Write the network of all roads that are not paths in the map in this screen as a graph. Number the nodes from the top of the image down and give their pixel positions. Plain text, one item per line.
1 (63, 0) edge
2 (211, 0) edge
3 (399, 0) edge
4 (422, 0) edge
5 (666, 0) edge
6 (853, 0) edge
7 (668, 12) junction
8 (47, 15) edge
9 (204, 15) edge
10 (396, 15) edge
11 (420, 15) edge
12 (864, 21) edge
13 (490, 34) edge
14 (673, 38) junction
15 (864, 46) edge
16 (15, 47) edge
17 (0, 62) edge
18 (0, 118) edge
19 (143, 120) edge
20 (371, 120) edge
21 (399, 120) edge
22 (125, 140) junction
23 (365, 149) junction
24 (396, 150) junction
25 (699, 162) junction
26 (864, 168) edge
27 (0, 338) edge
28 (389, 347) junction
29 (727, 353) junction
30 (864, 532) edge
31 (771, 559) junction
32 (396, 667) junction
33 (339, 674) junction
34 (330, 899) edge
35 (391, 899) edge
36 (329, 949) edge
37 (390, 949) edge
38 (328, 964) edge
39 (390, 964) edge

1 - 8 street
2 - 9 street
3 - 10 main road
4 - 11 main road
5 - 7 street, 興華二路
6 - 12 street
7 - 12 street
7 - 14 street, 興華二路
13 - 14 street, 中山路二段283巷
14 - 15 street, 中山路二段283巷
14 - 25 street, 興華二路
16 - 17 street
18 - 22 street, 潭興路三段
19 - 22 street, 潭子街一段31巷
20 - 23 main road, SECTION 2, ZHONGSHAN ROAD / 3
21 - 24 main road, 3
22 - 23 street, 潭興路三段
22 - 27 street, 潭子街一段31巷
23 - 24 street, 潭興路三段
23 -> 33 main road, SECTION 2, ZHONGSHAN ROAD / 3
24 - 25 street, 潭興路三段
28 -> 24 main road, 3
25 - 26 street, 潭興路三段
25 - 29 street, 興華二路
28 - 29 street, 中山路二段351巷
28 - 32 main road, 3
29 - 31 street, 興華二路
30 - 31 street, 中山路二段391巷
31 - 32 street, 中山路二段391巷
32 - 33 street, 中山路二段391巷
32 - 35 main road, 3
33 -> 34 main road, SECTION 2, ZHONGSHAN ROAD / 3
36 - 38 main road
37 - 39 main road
-.-.-
TASK STATEMENT: Word for word, copy all of the listing above.

EXERCISE RESPONSE:
Write the network of all roads that are not paths in the map in this screen as a graph. Number the nodes from the top of the image down and give their pixel positions. Plain text, one item per line.
1 (63, 0) edge
2 (211, 0) edge
3 (399, 0) edge
4 (422, 0) edge
5 (666, 0) edge
6 (853, 0) edge
7 (668, 12) junction
8 (47, 15) edge
9 (204, 15) edge
10 (396, 15) edge
11 (420, 15) edge
12 (864, 21) edge
13 (490, 34) edge
14 (673, 38) junction
15 (864, 46) edge
16 (15, 47) edge
17 (0, 62) edge
18 (0, 118) edge
19 (143, 120) edge
20 (371, 120) edge
21 (399, 120) edge
22 (125, 140) junction
23 (365, 149) junction
24 (396, 150) junction
25 (699, 162) junction
26 (864, 168) edge
27 (0, 338) edge
28 (389, 347) junction
29 (727, 353) junction
30 (864, 532) edge
31 (771, 559) junction
32 (396, 667) junction
33 (339, 674) junction
34 (330, 899) edge
35 (391, 899) edge
36 (329, 949) edge
37 (390, 949) edge
38 (328, 964) edge
39 (390, 964) edge

1 - 8 street
2 - 9 street
3 - 10 main road
4 - 11 main road
5 - 7 street, 興華二路
6 - 12 street
7 - 12 street
7 - 14 street, 興華二路
13 - 14 street, 中山路二段283巷
14 - 15 street, 中山路二段283巷
14 - 25 street, 興華二路
16 - 17 street
18 - 22 street, 潭興路三段
19 - 22 street, 潭子街一段31巷
20 - 23 main road, SECTION 2, ZHONGSHAN ROAD / 3
21 - 24 main road, 3
22 - 23 street, 潭興路三段
22 - 27 street, 潭子街一段31巷
23 - 24 street, 潭興路三段
23 -> 33 main road, SECTION 2, ZHONGSHAN ROAD / 3
24 - 25 street, 潭興路三段
28 -> 24 main road, 3
25 - 26 street, 潭興路三段
25 - 29 street, 興華二路
28 - 29 street, 中山路二段351巷
28 - 32 main road, 3
29 - 31 street, 興華二路
30 - 31 street, 中山路二段391巷
31 - 32 street, 中山路二段391巷
32 - 33 street, 中山路二段391巷
32 - 35 main road, 3
33 -> 34 main road, SECTION 2, ZHONGSHAN ROAD / 3
36 - 38 main road
37 - 39 main road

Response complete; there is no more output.